The US Fair Credit Reporting Act, which governs how and when companies conduct background checks, requires employee consent, and if a company plans to discipline or fire a worker based on the findings, it must give the employee an opportunity to review the data for errors or explain any mitigating circumstances.
“There is a bit of a catch-22,” said Jonathan Segal, managing principal at the Duane Morris Institute, the education unit of the employment group that provides training to company human resources executives and in-house counsel.
“There are legal risks in doing background checks, but there also can be negligent-hire risks in not doing them,” Segal said. “So what most employers do is they look at a balance, and they need to figure out where the balance is. Theoretically you could be checking every employee every week, and still miss something.”
Uber is planning to reveal its process for conducting continuous background checks on its drivers, one of the first large companies to go public with such monitoring plans. Uber particularly is under fire from local governments to better keep tabs on drivers’ criminal records and traffic infractions following accounts of sexual misconduct. The new technology it is investing in will tap data sources covering most new criminal offenses and send Uber a notification when a driver is involved.
“Our new leadership has made safety the top priority at Uber and we are committed to ensuring drivers continue to meet our safety standards on an ongoing basis,” Uber spokeswoman Brooke Anderson said in an e-mail.
Thirty-one states have adopted some form of “ban-the-box” policies, which prohibit government agencies from asking about criminal records on an initial job application, according to New York City-based think tank the National Employment Law Project.
In 11 of those states the laws are even stricter, also barring private employers from asking about it until later in the hiring process, in the hope that candidates will get a fair chance at a job.
At the same time that more companies are trying to root out misbehavior with existing employees, other US companies are hiring ex-felons as a way to fill jobs in a country with a 3.8 percent unemployment rate.
InfoMart’s Gordon sees no contradiction in the two trends, as companies that look past previous indiscretions need to know what is happening with their workforce, he said.

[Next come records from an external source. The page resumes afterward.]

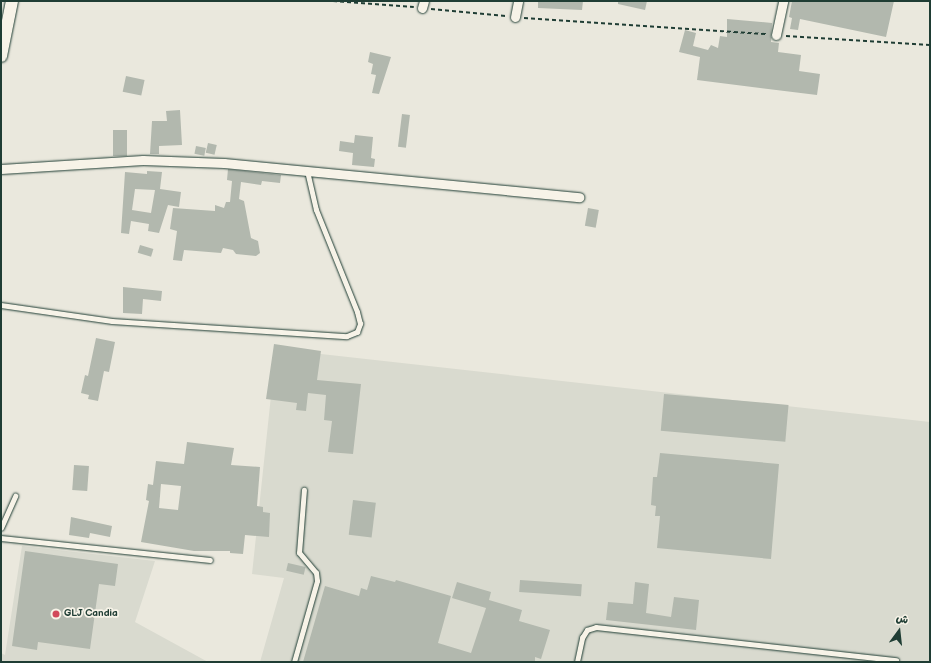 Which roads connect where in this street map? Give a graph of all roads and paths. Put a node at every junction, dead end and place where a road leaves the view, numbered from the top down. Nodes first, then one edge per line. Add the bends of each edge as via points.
1 (12, 1) edge
2 (332, 1) edge
3 (518, 1) edge
4 (783, 1) edge
5 (423, 4) edge
6 (515, 18) junction
7 (776, 35) junction
8 (930, 45) edge
9 (1, 56) edge
10 (1, 169) edge
11 (307, 171) junction
12 (579, 197) dead end
13 (1, 305) edge
14 (304, 490) dead end
15 (15, 496) dead end
16 (1, 528) edge
17 (1, 538) edge
18 (210, 560) dead end
19 (896, 660) dead end
20 (294, 662) edge
21 (577, 662) edge

1 - 9 street
2 - 5 path
3 - 6 street
4 - 7 street
5 - 6 path
6 - 7 path
7 - 8 path
10 - 11 street via 143,160 224,163
11 - 12 street
11 - 13 lane via 316,210 357,312 360,324 357,332 347,336 112,321
14 - 20 lane via 298,553 316,573 316,581
15 - 16 lane
17 - 18 lane
19 - 21 lane via 596,628 587,630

“The background check companies are very good at marketing fear of liability to employers,” said Drake, the Berger & Montague lawyer. “I think a lot of employers say: ‘I’m buying at least the illusion of safety,’ but my view is what they’re really getting is just security theater. I think it is an illusion, and I think that they are potentially missing out on really good workers as a result of that.”
As for driver Cradeur, Uber reactivated his account and gave him US$1,000 for his troubles after he proved his innocence.
However, the wound has yet to heal.
“In the last couple months, I’ve almost exclusively driven for Lyft,” he said. “It definitely left a bad taste in my mouth.”